- Born: 1946 Lincoln, Maine, United States
- Died: 2014
- Occupation: Screenwriter
- Known for: Thrillers, horror

= Everett De Roche =

American screenwriter

Everett De Roche (1946–2014) was an American-Australian screenwriter who worked extensively in the Australian film and TV industry. He was best known for his work in the thriller and horror genre, with such credits as Long Weekend, Patrick, and Roadgames.

==Early life==
De Roche was born in Lincoln, Maine, and moved to San Diego with his family when he was six. De Roche emigrated to Australia with his wife when he was 22 in 1968, and worked as a journalist for the Queensland Health Education Council.

==Career==
De Roche wanted to be a writer and wrote a spec script for Division Four. Nine months later he received a telegram inviting him to write for the show. From 1970-74 he was a staff writer at Crawford Productions, mainly working on police shows, then he freelanced.

In the late 70s and early 80s he established himself as the leading screenwriter of thrillers in Australia.

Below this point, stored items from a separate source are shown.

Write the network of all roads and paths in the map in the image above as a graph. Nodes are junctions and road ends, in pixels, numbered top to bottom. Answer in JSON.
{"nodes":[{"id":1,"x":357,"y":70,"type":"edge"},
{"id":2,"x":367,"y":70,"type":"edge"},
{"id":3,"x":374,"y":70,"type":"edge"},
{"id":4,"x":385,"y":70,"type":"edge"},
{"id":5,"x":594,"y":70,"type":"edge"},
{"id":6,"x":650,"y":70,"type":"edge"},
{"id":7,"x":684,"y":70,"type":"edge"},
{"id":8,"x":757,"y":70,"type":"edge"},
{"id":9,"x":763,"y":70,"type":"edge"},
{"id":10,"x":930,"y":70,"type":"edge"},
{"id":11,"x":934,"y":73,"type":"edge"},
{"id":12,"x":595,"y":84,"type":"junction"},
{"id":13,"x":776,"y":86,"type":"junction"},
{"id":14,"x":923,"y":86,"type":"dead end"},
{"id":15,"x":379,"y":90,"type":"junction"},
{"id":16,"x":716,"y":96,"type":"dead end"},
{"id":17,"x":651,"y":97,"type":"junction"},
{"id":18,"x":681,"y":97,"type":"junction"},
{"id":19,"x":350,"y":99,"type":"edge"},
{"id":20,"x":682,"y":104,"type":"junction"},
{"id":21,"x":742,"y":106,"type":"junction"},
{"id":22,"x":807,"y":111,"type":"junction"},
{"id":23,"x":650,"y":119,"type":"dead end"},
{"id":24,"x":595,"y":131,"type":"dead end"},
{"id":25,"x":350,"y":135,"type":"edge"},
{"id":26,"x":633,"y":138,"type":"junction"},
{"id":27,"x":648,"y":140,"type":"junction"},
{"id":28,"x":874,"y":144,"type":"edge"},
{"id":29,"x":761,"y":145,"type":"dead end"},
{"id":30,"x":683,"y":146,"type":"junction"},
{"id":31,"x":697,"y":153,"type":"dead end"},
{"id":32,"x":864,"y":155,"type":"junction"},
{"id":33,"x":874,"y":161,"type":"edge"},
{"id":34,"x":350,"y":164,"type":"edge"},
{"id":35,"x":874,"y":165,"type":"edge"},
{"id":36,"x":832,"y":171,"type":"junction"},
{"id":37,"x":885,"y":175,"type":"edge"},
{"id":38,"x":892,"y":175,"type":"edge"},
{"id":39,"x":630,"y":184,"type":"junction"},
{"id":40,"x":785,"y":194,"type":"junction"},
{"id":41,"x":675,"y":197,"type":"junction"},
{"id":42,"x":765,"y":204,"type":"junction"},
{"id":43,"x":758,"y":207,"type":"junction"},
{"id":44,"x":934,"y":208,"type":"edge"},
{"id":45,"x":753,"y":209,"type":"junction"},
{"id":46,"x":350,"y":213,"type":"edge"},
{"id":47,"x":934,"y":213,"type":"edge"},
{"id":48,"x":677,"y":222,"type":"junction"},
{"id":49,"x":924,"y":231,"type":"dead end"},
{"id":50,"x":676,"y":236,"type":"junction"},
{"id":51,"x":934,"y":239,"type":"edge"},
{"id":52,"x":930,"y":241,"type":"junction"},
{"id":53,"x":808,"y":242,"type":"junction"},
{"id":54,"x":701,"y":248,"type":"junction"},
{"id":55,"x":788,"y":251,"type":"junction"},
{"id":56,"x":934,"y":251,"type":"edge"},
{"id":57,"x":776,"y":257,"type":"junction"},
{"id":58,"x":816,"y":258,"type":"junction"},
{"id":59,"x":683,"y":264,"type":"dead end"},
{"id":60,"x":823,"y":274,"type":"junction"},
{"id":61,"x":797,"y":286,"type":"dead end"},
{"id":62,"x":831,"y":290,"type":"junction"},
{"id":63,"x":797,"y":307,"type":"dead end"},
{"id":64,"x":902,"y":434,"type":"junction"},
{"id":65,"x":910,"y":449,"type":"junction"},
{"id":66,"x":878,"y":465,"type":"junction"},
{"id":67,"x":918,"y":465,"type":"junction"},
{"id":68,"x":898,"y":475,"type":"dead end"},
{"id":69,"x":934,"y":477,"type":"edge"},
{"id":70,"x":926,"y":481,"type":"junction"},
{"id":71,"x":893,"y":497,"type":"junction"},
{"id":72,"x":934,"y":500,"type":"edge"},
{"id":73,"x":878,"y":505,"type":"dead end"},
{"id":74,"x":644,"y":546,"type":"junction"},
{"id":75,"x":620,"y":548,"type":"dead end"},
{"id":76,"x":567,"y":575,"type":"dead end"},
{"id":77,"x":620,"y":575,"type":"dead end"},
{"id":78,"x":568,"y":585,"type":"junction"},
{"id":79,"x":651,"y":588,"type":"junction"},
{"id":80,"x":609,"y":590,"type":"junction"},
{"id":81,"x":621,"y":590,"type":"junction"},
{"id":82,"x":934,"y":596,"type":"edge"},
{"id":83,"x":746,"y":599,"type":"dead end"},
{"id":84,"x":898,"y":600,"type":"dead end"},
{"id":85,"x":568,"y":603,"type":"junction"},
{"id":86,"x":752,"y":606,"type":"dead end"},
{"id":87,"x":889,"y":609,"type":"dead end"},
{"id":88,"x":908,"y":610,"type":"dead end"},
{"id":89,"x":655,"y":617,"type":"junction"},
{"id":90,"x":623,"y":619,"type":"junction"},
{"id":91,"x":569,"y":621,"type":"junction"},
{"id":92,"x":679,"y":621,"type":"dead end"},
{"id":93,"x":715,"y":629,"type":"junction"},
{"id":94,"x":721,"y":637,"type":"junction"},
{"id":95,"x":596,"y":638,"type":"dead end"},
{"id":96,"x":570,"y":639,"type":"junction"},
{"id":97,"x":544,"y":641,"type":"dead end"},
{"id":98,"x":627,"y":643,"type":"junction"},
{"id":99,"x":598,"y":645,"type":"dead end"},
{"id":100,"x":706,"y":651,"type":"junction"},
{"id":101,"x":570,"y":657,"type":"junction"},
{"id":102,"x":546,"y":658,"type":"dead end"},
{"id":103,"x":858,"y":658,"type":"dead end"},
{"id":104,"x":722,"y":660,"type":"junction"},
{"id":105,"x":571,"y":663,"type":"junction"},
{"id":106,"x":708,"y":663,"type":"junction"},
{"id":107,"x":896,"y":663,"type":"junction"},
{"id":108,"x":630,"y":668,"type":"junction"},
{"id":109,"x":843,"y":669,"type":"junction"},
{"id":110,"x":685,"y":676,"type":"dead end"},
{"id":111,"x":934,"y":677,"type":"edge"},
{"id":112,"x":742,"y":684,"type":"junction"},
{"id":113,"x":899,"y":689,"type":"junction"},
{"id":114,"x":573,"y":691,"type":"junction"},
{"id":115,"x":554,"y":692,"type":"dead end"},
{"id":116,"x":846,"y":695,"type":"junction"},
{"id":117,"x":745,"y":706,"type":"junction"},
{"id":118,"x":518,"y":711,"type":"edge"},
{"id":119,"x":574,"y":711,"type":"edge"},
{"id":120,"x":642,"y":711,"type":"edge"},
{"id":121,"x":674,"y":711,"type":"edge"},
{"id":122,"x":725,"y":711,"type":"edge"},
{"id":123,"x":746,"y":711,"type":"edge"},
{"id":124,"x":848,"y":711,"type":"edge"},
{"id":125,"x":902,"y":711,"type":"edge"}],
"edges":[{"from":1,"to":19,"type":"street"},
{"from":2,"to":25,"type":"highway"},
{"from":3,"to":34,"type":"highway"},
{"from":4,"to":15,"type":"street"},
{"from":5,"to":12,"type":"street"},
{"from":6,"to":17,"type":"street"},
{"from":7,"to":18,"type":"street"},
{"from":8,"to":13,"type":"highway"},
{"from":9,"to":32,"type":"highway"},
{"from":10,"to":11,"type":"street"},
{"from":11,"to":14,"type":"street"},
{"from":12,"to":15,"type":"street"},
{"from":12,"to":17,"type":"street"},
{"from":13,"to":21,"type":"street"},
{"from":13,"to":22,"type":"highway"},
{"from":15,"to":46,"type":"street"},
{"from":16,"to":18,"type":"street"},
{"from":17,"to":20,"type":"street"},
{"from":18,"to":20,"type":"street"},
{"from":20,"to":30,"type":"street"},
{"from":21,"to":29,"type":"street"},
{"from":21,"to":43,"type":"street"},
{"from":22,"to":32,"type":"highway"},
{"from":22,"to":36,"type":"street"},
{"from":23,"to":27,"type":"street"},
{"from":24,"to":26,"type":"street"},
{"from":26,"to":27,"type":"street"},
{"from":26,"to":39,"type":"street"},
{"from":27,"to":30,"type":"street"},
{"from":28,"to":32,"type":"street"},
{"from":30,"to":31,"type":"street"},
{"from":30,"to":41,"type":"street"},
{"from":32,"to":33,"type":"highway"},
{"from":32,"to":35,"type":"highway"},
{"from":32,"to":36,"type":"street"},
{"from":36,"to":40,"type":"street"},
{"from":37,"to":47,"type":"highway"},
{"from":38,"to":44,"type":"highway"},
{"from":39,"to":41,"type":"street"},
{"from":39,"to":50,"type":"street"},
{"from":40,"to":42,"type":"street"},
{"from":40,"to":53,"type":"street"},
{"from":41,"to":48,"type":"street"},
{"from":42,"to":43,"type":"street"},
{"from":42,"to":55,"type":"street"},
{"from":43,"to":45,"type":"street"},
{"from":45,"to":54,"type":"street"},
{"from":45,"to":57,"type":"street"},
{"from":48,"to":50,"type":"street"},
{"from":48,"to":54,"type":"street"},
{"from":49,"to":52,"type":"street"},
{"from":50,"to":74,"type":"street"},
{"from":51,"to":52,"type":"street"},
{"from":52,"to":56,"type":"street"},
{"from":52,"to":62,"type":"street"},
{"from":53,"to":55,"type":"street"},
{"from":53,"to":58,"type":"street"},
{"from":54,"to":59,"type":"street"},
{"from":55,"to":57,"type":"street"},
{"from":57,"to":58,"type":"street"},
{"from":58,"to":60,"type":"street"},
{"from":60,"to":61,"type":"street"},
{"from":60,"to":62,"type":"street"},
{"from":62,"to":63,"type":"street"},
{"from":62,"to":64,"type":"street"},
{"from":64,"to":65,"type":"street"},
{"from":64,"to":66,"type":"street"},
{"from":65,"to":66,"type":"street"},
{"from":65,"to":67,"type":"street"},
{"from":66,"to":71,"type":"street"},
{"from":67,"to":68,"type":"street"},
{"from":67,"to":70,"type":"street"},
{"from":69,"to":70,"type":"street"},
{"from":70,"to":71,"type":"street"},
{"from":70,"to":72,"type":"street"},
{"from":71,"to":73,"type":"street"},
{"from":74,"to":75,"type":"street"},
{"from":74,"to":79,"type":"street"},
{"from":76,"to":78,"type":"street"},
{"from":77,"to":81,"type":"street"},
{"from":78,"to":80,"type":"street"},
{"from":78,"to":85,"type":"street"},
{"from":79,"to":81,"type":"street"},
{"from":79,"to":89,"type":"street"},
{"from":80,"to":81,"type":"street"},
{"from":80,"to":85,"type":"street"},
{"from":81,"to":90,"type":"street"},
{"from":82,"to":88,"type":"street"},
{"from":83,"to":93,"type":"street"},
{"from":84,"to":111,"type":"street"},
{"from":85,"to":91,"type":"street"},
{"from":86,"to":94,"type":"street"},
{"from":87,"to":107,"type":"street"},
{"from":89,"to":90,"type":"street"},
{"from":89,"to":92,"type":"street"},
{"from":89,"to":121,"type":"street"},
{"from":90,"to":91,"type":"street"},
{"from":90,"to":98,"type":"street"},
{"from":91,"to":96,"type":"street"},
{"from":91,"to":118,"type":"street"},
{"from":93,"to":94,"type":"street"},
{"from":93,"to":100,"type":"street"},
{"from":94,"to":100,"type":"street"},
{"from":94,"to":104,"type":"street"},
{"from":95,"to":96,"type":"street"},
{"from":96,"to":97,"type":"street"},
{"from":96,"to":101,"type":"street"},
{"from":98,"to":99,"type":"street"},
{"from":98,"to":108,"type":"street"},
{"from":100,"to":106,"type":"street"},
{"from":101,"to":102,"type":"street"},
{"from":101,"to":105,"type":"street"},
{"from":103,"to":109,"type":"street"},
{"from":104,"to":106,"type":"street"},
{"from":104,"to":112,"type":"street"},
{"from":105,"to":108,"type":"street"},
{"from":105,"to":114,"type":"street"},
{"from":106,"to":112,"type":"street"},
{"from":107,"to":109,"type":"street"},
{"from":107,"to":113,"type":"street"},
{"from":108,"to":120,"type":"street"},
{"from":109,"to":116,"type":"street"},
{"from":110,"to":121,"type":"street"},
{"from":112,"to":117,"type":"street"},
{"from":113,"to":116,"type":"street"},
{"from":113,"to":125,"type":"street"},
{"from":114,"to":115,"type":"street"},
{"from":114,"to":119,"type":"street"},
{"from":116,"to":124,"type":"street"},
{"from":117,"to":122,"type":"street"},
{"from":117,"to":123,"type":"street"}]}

He often worked with director Richard Franklin who said of him:
Everett is a very inspirational writer... Everett gives one too much of everything and you don’t always know what to use. You start editing down and you end up with words and single lines of dialogue that were once scenes. That is maybe how this problem, as you see it, comes about. But that only has to do with Everett’s extraordinarily fertile imagination and his writing speed.

==Death==
De Roche had cancer during the last three years of his life and died of the disease in 2014. He was survived by his wife, six daughters and several grandchildren.

==Select credits==
- Patrick (1978)
- Long Weekend (1978)
- Snapshot (1979)
- Harlequin (1980)
- Roadgames (1981)
- Race for the Yankee Zephyr (1981)
- Razorback (1984)
- Fortress (1985)
- Frog Dreaming (1985)
- Link (1986)
- Windrider (1986)
- Stingers (TV series) (1998-2001)
- Visitors (2003)
- Storm Warning (2007)
- Long Weekend (2008)
- Nine Miles Down (2009)

=== Television ===
- Homicide
- Division 4
- Matlock Police
- Moon Monkey (1972)
- Fibber, the Dancing Galah (1972)
- Three-Legged Duck (1972)
- Ryan
- Bedlam (1973)
- Poppy and the Closet Junkie (1973)
- A Song for Julie (1973)
- Little Raver (1974)
- The Curse of the Bangerang (1975)
- My Bonnie My Bonny (1975)
- Scout's Honour (1975)
- Bluey (1976)
- Tandarra (1976)
- Solo One (1976)
- The Mooball Man (1976)
- The Hydra (1976)
- Chopper Squad (1978) – pilot
- Skyways (1979)
- Locusts and Wild Honey (1980)
- Special Squad (1984)
- All the Way (1988)
- Police Rescue (1989) – pilot
- Bony (1990) - TV movie
- The Flying Doctors (1991)
- Halfway Across the Galaxy and Turn Left (1992)
- R.F.D.S. (1993)
- Secrets (1993)
- Blue Heelers (1994)
- Snowy River: The McGregor Saga (1994–95)
- Flipper (1995)
- Ship to Shore (1993–96)
- Fire (1995–96)
- The Feds: Seduction (1993)
- Medivac (1996–97)
- Good Guys, Bad Guys (1997–98)
- Ocean Girl (1997)
- Thunderstone (1999)
- Stingers (1998–2001)
- Something in the Air (2000–01)
- Cybergirl (2001)
- The Saddle Club (2003)
- Parallax (2004) – 4 episodes
- Two Twisted (2006) – episode "A Date with Doctor D"
- K-9 (2009) – episode "Alien Avatar"

===Unmade projects===
- Firestorm (circa 1984) - film about bushfires in Mornington Peninsula that was to mark his directorial debut. The budget was given at $6 million.
- Breakwater (early 1990s) - a science fiction adventure story set around Half Moon Bay's hulk of the Cerberus with director Richard Franklin
- Making Noises (2010) - co-writer
- High Seas (2010) - a pirate film

==Recognition==
During De Roche's career he received nominations for two AFI Awards; one for Best Adapted Screenplay for Razorback, and one for Best Original Screenplay for Patrick.

In 2014, De Roche was posthumously awarded the Dorothy Crawford Award for Outstanding Contribution to the Profession.